[YOUR ASSIGNMENT] Filter the entries for lines with the word "main".

*** Opening DATASET RECORDS ***

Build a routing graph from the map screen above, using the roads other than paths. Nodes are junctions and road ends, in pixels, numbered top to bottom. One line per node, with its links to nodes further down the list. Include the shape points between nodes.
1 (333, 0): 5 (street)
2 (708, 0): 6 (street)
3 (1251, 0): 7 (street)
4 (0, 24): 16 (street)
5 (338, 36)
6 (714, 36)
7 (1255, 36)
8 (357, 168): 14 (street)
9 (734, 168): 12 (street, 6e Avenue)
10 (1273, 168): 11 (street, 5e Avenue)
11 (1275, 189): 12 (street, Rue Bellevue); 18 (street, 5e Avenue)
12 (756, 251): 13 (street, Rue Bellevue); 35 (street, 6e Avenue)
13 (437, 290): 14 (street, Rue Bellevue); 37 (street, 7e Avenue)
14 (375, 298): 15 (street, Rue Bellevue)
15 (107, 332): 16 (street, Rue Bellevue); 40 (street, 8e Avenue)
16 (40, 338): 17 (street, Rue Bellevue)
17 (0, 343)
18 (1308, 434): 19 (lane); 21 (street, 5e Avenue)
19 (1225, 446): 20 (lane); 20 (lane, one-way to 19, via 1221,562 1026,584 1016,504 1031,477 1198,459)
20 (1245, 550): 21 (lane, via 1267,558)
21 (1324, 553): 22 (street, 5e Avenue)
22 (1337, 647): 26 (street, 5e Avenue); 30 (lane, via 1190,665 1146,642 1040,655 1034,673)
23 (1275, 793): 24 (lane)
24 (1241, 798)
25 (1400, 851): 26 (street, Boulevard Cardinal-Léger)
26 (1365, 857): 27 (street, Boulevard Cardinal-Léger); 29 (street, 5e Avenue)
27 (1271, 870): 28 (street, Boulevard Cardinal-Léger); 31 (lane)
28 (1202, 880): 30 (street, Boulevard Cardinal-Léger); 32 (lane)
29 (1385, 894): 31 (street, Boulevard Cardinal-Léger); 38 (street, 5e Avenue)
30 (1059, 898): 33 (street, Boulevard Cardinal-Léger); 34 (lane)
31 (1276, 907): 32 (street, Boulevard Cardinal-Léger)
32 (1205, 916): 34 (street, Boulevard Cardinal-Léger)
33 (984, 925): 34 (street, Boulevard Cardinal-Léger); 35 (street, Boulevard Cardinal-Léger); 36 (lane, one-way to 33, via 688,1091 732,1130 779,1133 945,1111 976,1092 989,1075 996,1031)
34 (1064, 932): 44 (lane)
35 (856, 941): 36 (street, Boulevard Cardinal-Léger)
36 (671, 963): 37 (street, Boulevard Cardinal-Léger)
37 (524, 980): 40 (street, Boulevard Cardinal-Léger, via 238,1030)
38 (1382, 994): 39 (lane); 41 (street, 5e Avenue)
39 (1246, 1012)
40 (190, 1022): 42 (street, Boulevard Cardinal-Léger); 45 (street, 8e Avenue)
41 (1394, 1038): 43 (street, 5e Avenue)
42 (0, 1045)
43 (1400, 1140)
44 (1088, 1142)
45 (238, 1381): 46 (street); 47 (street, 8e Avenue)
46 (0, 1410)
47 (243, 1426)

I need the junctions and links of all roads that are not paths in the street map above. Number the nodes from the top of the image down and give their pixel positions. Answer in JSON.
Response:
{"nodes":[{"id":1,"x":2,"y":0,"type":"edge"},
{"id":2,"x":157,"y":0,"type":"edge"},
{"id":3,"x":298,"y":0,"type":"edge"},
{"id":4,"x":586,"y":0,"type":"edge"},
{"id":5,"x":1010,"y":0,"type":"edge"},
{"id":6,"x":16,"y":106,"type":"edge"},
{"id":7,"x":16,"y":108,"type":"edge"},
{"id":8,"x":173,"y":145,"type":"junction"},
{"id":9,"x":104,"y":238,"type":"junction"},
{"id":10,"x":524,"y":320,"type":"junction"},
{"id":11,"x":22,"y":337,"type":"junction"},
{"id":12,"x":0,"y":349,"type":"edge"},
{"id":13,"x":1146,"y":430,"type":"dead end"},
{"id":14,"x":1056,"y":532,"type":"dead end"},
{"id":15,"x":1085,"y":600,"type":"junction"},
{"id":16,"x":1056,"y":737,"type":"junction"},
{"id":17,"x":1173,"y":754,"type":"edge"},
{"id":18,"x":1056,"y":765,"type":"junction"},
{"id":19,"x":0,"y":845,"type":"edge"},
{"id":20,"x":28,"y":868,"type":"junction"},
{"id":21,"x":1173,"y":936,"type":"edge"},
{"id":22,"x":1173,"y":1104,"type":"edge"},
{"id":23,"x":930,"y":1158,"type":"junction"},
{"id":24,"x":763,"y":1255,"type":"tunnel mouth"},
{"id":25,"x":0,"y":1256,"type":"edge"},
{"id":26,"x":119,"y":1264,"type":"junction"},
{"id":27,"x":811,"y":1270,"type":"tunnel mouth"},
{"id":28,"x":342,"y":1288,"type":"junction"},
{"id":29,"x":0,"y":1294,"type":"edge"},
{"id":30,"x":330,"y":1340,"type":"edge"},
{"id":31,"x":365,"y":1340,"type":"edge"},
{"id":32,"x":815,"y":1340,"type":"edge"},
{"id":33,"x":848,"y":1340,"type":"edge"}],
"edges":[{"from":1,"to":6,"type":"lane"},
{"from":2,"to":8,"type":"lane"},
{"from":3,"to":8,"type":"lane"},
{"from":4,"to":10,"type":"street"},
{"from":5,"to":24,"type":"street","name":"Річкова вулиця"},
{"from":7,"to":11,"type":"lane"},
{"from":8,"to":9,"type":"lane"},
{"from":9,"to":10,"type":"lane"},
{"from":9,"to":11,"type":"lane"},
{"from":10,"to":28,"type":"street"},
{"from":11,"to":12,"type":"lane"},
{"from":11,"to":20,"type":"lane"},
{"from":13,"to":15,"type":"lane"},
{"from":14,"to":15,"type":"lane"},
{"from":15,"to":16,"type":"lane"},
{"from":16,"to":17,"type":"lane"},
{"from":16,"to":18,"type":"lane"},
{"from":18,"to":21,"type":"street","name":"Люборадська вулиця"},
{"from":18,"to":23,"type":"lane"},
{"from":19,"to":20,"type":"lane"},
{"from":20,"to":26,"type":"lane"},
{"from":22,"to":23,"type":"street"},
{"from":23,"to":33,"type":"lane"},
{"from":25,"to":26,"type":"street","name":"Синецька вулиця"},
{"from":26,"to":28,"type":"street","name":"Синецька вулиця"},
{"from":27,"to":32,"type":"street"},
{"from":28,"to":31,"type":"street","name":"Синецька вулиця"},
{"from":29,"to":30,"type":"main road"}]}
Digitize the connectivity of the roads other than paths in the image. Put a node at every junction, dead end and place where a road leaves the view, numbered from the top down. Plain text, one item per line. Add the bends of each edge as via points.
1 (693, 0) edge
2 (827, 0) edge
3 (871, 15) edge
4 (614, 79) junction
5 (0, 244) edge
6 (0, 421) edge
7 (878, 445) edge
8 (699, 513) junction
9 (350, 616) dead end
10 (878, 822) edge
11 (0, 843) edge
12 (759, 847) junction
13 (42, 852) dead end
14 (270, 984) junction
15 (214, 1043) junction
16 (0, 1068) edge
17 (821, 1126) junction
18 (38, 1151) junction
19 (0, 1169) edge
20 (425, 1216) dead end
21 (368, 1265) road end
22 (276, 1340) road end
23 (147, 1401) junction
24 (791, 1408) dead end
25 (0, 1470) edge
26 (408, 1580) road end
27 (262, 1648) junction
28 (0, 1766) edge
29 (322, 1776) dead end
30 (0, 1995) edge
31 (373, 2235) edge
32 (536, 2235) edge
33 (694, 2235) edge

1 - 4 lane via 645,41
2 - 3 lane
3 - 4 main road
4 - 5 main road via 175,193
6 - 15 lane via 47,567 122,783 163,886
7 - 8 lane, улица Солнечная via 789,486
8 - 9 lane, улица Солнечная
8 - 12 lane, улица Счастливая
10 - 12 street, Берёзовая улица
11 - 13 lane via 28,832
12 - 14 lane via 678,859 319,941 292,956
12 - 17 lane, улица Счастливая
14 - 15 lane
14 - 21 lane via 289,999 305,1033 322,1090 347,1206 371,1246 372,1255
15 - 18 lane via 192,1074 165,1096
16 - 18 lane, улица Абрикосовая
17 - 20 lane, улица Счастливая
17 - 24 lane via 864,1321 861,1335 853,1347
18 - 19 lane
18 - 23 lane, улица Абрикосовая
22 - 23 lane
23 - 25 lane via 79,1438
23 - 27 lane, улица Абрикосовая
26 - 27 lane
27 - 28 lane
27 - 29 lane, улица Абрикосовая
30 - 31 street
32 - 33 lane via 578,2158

*** Closing DATASET RECORDS ***

[PROBLEM SOLUTION]
{"from":29,"to":30,"type":"main road"}]}
3 - 4 main road
4 - 5 main road via 175,193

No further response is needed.